| TASK DATA |
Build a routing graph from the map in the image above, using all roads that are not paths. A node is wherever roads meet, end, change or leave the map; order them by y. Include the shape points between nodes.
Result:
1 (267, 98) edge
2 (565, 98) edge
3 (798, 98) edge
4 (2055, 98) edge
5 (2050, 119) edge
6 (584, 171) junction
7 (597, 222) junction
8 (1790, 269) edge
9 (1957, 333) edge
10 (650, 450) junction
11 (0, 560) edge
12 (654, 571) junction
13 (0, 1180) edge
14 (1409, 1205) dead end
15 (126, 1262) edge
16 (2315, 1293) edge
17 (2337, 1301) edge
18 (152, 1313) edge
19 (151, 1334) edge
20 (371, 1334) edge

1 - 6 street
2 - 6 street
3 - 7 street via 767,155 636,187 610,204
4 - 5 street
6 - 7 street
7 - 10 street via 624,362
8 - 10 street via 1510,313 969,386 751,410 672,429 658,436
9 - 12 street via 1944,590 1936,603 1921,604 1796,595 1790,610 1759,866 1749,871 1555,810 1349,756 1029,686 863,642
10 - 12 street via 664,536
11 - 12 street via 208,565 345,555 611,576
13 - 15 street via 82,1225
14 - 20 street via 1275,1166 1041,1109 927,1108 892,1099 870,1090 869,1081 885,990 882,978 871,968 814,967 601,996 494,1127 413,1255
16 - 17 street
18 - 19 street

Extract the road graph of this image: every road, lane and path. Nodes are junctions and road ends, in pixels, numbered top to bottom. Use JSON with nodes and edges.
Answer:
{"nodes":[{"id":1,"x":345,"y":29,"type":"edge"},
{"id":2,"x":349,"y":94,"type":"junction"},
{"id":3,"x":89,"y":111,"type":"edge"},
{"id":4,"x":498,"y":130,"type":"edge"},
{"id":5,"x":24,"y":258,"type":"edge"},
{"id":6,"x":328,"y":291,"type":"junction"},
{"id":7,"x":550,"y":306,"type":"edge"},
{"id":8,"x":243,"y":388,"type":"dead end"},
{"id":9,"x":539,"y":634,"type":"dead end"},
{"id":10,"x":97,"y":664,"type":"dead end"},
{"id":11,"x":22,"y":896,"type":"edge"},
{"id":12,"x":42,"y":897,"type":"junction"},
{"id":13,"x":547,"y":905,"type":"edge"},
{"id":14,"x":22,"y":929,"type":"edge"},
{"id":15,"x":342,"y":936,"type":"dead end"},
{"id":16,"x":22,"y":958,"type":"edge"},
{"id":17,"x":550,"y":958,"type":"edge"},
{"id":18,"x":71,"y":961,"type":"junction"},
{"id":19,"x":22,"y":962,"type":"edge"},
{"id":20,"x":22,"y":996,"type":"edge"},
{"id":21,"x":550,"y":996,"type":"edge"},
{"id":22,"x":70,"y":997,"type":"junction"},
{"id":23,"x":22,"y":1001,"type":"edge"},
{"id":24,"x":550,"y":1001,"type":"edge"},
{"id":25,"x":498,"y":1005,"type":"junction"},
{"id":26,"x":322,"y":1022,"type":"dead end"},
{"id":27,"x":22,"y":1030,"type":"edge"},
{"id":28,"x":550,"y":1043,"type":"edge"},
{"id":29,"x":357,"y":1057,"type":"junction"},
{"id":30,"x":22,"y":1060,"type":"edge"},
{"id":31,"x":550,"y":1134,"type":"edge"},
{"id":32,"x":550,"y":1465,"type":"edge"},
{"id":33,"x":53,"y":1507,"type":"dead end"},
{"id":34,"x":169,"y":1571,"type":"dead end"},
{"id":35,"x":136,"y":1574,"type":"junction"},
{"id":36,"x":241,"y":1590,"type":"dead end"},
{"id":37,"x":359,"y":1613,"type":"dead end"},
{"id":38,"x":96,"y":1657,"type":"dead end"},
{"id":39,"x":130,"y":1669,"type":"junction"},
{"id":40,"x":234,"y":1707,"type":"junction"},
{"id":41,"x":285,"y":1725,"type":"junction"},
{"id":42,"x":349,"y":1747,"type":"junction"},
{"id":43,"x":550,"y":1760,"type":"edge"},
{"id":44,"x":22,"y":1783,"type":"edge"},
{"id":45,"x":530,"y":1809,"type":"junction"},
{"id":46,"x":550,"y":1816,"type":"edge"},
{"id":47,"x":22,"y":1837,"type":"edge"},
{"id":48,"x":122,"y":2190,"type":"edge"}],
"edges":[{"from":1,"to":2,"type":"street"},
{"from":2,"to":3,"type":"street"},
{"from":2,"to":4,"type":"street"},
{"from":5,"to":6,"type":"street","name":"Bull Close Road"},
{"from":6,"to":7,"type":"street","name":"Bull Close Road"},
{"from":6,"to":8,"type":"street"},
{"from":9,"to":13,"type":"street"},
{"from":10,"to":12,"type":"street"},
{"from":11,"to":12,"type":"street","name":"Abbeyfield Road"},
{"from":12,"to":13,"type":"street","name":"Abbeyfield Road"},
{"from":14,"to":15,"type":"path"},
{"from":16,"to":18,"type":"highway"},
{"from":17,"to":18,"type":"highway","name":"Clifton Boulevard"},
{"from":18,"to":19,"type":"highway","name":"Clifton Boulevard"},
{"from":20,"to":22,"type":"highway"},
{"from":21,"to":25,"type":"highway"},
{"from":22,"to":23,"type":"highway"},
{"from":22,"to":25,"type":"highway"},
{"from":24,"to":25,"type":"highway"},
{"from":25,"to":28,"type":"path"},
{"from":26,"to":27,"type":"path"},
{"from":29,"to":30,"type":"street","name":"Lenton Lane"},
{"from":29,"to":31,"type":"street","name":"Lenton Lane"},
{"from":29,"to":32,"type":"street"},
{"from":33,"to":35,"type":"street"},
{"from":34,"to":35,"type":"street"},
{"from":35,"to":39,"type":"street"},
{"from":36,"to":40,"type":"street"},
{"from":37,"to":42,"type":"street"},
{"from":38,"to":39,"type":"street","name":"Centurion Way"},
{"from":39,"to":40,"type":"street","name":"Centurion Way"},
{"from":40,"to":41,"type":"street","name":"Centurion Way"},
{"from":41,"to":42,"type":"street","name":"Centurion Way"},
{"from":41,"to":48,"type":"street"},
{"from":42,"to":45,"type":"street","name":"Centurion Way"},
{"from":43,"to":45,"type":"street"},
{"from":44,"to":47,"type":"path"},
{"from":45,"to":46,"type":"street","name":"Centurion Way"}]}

| BRIEF |
The expected output is each line of the records above that includes the word "Boulevard".

| EXPECTED ANSWER |
{"from":17,"to":18,"type":"highway","name":"Clifton Boulevard"},
{"from":18,"to":19,"type":"highway","name":"Clifton Boulevard"},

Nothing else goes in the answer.